Die Waldschenke entstand quasi in einem Zuge mit dem benachbarten Ex-Ausflugslokal Casselsruhe, das der Kessenicher Peter Velten 1862 als kleinen Getränkeausschank für Wanderer und Naturfreunde eröffnete. 1895 verkaufte Velten das inzwischen als größeres Fachwerkhaus errichtete Lokal an den Poppelsdorfer Jean Kessel, und um 1898 herum wird die damalige Waldschenke auf Postkarten als einfache Bretterbude dargestellt.

Für Familien schien sie aber eine besondere Anziehungskraft zu haben.

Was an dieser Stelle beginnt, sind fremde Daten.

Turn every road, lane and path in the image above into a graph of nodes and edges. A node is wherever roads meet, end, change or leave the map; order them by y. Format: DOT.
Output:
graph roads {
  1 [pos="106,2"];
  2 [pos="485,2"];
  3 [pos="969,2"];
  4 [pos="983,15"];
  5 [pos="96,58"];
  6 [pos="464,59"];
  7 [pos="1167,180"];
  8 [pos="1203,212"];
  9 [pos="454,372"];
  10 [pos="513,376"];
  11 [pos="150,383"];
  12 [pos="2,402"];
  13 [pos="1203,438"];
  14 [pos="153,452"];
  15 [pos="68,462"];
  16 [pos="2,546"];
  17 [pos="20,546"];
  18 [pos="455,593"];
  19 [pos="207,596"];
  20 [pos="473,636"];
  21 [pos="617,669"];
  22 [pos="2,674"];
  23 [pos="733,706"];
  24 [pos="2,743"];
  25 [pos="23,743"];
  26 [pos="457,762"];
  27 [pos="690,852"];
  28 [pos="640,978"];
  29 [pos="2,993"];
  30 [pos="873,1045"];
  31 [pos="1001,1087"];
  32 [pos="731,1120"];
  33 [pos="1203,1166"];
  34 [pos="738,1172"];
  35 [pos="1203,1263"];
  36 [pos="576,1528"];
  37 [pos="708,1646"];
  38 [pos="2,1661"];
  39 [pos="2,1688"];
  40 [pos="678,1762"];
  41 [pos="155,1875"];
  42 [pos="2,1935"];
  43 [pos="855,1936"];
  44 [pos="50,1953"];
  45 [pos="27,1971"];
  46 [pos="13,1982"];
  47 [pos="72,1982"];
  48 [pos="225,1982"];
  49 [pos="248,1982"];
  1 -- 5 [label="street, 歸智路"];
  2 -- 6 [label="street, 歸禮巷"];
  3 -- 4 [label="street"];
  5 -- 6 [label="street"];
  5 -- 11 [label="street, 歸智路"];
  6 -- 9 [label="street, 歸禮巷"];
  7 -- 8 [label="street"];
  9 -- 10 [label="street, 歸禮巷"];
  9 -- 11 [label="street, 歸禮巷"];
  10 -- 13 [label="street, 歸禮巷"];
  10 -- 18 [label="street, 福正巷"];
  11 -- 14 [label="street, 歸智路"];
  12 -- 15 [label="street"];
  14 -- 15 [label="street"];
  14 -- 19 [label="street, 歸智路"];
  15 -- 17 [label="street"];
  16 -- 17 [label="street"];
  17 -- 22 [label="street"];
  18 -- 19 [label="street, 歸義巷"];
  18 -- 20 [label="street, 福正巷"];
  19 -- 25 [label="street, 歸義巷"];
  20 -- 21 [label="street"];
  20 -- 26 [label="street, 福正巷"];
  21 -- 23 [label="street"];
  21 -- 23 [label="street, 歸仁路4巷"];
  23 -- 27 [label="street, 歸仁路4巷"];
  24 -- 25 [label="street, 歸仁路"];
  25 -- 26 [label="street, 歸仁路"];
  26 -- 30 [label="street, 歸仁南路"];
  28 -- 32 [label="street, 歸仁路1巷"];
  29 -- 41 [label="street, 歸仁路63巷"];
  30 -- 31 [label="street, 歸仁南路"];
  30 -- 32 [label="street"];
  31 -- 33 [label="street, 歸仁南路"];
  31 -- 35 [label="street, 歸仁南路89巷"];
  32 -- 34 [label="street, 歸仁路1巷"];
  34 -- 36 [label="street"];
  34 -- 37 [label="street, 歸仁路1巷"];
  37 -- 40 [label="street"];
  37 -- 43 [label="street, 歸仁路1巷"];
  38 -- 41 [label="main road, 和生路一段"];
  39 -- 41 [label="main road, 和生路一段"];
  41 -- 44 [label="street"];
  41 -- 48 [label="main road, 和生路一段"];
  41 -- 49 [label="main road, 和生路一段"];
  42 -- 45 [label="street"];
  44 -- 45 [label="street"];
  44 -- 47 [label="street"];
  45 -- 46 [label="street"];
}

Wie Berzheim in seinem Buch weiter schreibt, standen im Garten der Waldschenke eine acht Meter hohe Holzrutschbahn und viele Schaukeln, "weshalb die Wandschenke besonders bei den Kindern beliebter war als die Casselsruhe".

Jedenfalls betrieb Kessel beide Häuser bis zu seinem Tod 1940. Danach machten die Söhne weiter, einer übernahm 1958 die Casselsruhe, der andere die Waldschenke, in der die Kessels nach dem Zweiten Weltkrieg zunächst auch gewohnt hatten. Doch zwei Gastronomiebetriebe nebeneinander schien irgendwann nicht mehr zu funktionieren. Die Waldschenke machte 1962 zu und öffnete nie wieder für die Öffentlichkeit. Die Casselsruhe lief als Ausflugslokal mit dem angeschlossenen Minigolfplatz weiter bis zum Verkauf 1987 an die Steigenberger-Gruppe. Diese ließ die Altbauten abreißen und baute 1988 ein neues Hotel, das im Jahr 2000 von Dorint übernommen wurde.

Damit wäre die historische Seite fast erzählt. Ob die Waldschenke bei der Zwangsversteigerung ein Schnäppchen war, ist schwer zu beurteilen. Schließlich liegt gleich nebenan der Sendemast, was ein Nachteil bei der Vermarktung sein könnte. Außerdem befindet sich in der Nähe ein rätselhaftes Erbe aus der Jungsteinzeit - eine rund 6000 Jahre alte Wall-Graben-Anlage, die Forscher erst 1986/87 entdeckten. Gegraben wurde hier nicht. Insofern ist weiter unklar, ob es ein Handelsplatz oder eine rituelle Stätte war. Oder vielleicht doch eine erste, ganz frühe Gastronomie?